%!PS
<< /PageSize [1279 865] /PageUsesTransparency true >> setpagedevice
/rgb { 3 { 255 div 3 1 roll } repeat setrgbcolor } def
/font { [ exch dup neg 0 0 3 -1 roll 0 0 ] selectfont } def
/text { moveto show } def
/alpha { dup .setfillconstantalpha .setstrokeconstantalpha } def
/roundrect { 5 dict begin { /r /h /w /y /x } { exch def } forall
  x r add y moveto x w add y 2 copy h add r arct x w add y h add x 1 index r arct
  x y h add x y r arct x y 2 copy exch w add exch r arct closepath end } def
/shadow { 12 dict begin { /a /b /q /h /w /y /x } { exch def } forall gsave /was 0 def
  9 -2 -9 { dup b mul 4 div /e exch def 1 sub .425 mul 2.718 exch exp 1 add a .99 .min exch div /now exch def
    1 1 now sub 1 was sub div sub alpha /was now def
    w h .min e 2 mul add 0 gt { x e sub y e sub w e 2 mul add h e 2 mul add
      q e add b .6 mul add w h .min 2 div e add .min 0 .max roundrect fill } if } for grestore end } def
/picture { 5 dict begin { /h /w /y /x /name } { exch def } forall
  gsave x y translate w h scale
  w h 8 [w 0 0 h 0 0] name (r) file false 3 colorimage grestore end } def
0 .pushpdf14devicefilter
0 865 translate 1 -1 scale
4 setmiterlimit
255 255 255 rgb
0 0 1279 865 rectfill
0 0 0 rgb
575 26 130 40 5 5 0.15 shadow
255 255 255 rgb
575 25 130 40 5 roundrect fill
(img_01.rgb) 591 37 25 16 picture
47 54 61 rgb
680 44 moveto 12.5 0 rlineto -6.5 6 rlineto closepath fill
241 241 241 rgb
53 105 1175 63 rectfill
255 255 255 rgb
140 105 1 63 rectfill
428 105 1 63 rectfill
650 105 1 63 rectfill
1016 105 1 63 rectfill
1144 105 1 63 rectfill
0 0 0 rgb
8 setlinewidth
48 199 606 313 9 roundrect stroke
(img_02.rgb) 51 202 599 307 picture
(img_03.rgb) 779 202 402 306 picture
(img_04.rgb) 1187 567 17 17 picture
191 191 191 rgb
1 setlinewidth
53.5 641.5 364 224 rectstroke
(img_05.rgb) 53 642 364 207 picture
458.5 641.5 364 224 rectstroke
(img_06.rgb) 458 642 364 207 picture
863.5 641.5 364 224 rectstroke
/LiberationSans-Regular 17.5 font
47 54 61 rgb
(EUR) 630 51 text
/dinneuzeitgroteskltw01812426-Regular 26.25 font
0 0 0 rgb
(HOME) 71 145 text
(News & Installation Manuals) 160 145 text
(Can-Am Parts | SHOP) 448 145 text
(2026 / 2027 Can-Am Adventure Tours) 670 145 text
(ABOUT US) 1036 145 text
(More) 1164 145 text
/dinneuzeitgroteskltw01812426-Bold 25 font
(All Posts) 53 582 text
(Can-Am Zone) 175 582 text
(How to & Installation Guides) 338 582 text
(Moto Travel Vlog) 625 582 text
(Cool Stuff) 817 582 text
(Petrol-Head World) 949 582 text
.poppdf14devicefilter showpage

________

ABOUT THIS EXERCISE:
Among the entries above, copy exactly only the lines starting with the one containing "<< /PageSize [1279" and going through the one containing "1 1 now sub", both ends included.

PROBLEM SOLUTION:
<< /PageSize [1279 865] /PageUsesTransparency true >> setpagedevice
/rgb { 3 { 255 div 3 1 roll } repeat setrgbcolor } def
/font { [ exch dup neg 0 0 3 -1 roll 0 0 ] selectfont } def
/text { moveto show } def
/alpha { dup .setfillconstantalpha .setstrokeconstantalpha } def
/roundrect { 5 dict begin { /r /h /w /y /x } { exch def } forall
  x r add y moveto x w add y 2 copy h add r arct x w add y h add x 1 index r arct
  x y h add x y r arct x y 2 copy exch w add exch r arct closepath end } def
/shadow { 12 dict begin { /a /b /q /h /w /y /x } { exch def } forall gsave /was 0 def
  9 -2 -9 { dup b mul 4 div /e exch def 1 sub .425 mul 2.718 exch exp 1 add a .99 .min exch div /now exch def
    1 1 now sub 1 was sub div sub alpha /was now def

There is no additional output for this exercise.